We use the in operator internally in predicate parsing, but we can just re-write the predicates to use a disjunction of == terms.
e.g.
[[('A', 'in', [1, 4, 9, 13])]] -> [[('A', '==', 1)], [('A', '==', 4)], [('A', '==', 9)], [('A', '==', 13)]]

We could implement this re-write when a user passes predicates involving in, before the predicates are evaluated. This seems to be as fast as or faster than our current evaluation of predicates in micro-benchmarks (see below).

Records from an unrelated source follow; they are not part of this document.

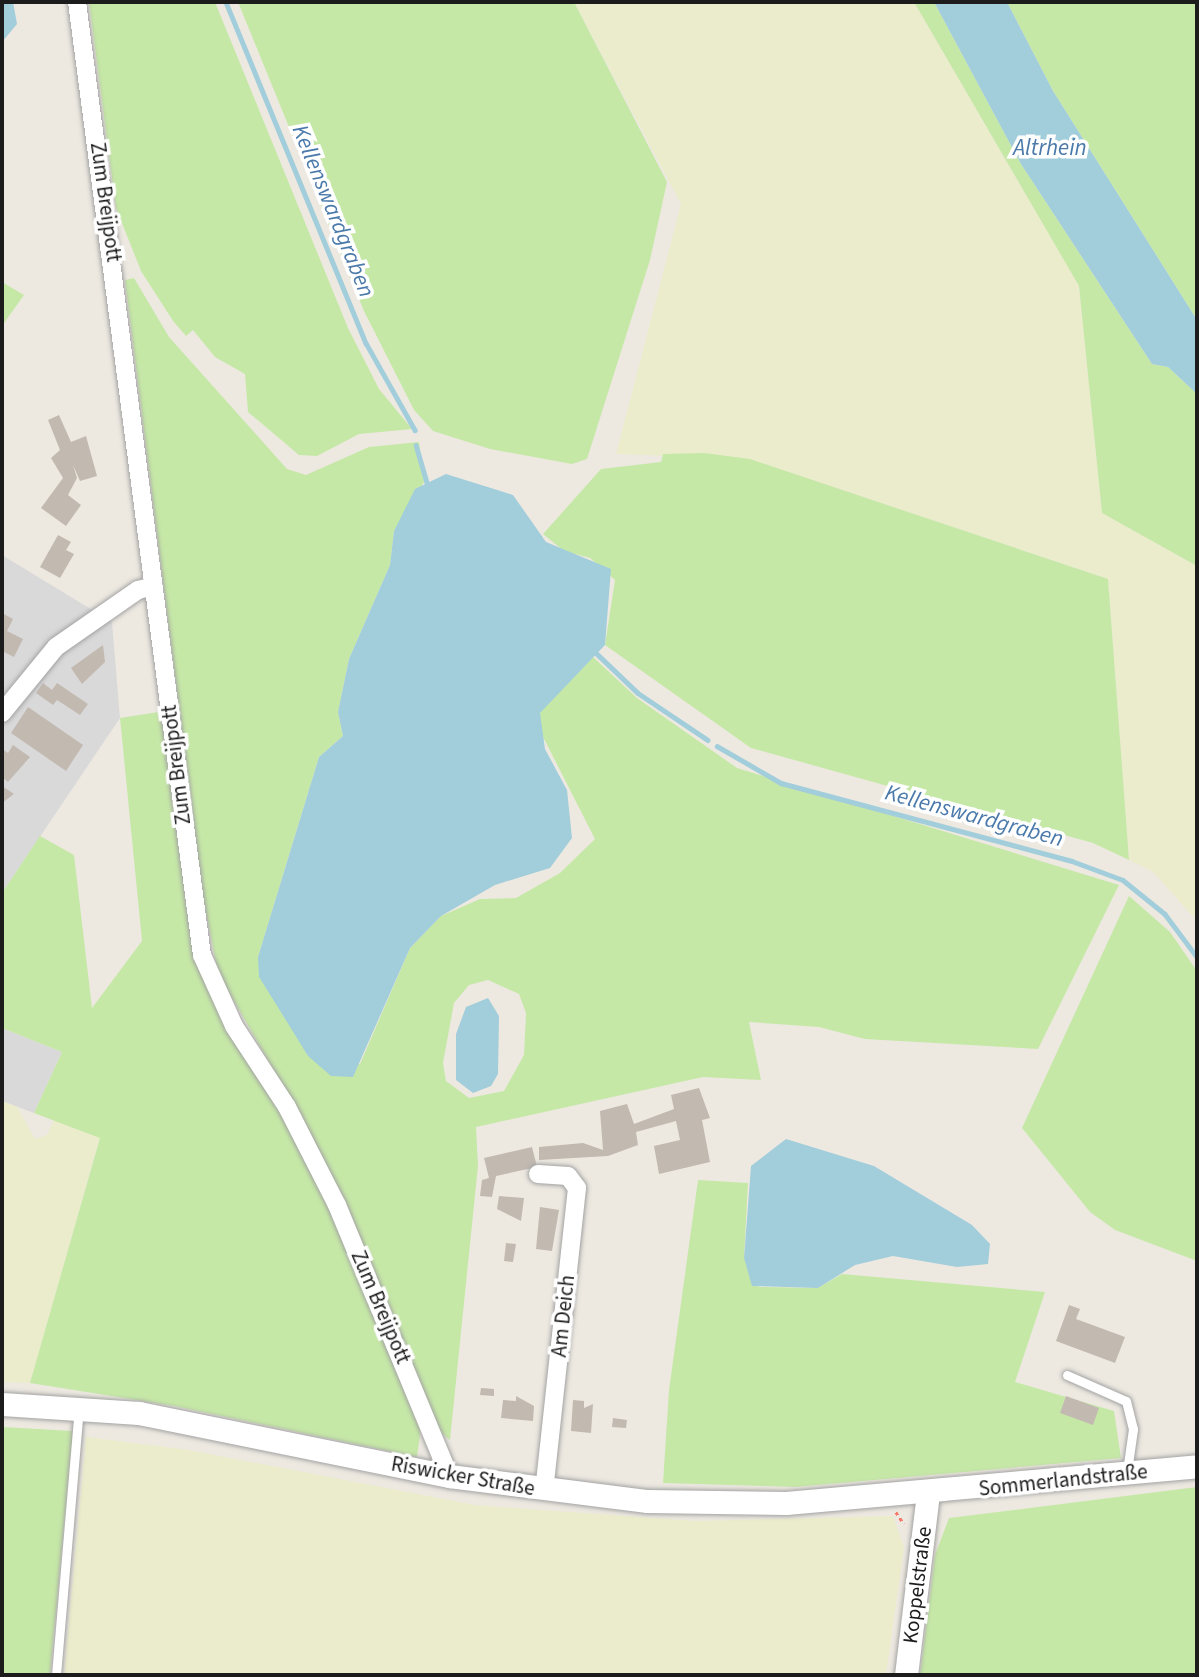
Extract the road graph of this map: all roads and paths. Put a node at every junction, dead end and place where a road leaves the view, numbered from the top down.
1 (77, 2) edge
2 (154, 586) junction
3 (2, 713) edge
4 (538, 1174) dead end
5 (1067, 1375) dead end
6 (2, 1404) edge
7 (79, 1407) junction
8 (1197, 1466) edge
9 (1127, 1473) junction
10 (449, 1476) junction
11 (544, 1490) junction
12 (928, 1494) junction
13 (56, 1675) edge
14 (906, 1675) edge

1 - 2 street, Zum Breijpott
2 - 3 street
2 - 10 street, Zum Breijpott
4 - 11 street, Am Deich
5 - 9 lane
6 - 7 street, Riswicker Straße
7 - 10 street, Riswicker Straße
7 - 13 lane
8 - 9 street, Sommerlandstraße
9 - 12 street, Sommerlandstraße
10 - 11 street, Riswicker Straße
11 - 12 street, Riswicker Straße
12 - 14 street, Koppelstraße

Example code (ideally copy-pastable)

import pyarrow as pa
import numpy as np
from tempfile import TemporaryDirectory
from storefact import get_store_from_url
from functools import partial
store_factory = partial(get_store_from_url, f"hfs://{TemporaryDirectory().name}")
dataset_uuid = "test"
import pandas as pd
df = pd.DataFrame({"A": range(10), "B": ["A", "B"] * 5, "C": [np.nan, *range(-10, -1)]})
from kartothek.io.eager import read_table, store_dataframes_as_dataset
dm = store_dataframes_as_dataset(
    store=store_factory, dataset_uuid=dataset_uuid, dfs=[df]*100, # partition_on=["A", "B"]
)

store_dataframes_as_dataset(
    store=store_factory, dataset_uuid="part", dfs=[df]*100, partition_on=["A", "B"]
)
from kartothek.io.eager import read_dataset_as_metapartitions
from kartothek.io_components.read import dispatch_metapartitions_from_factory

target = [1, 4, 9, 13]
predicates_in = [[("A", "in", target)]]
predicates_normal = [[("A", "==", n)] for n in target]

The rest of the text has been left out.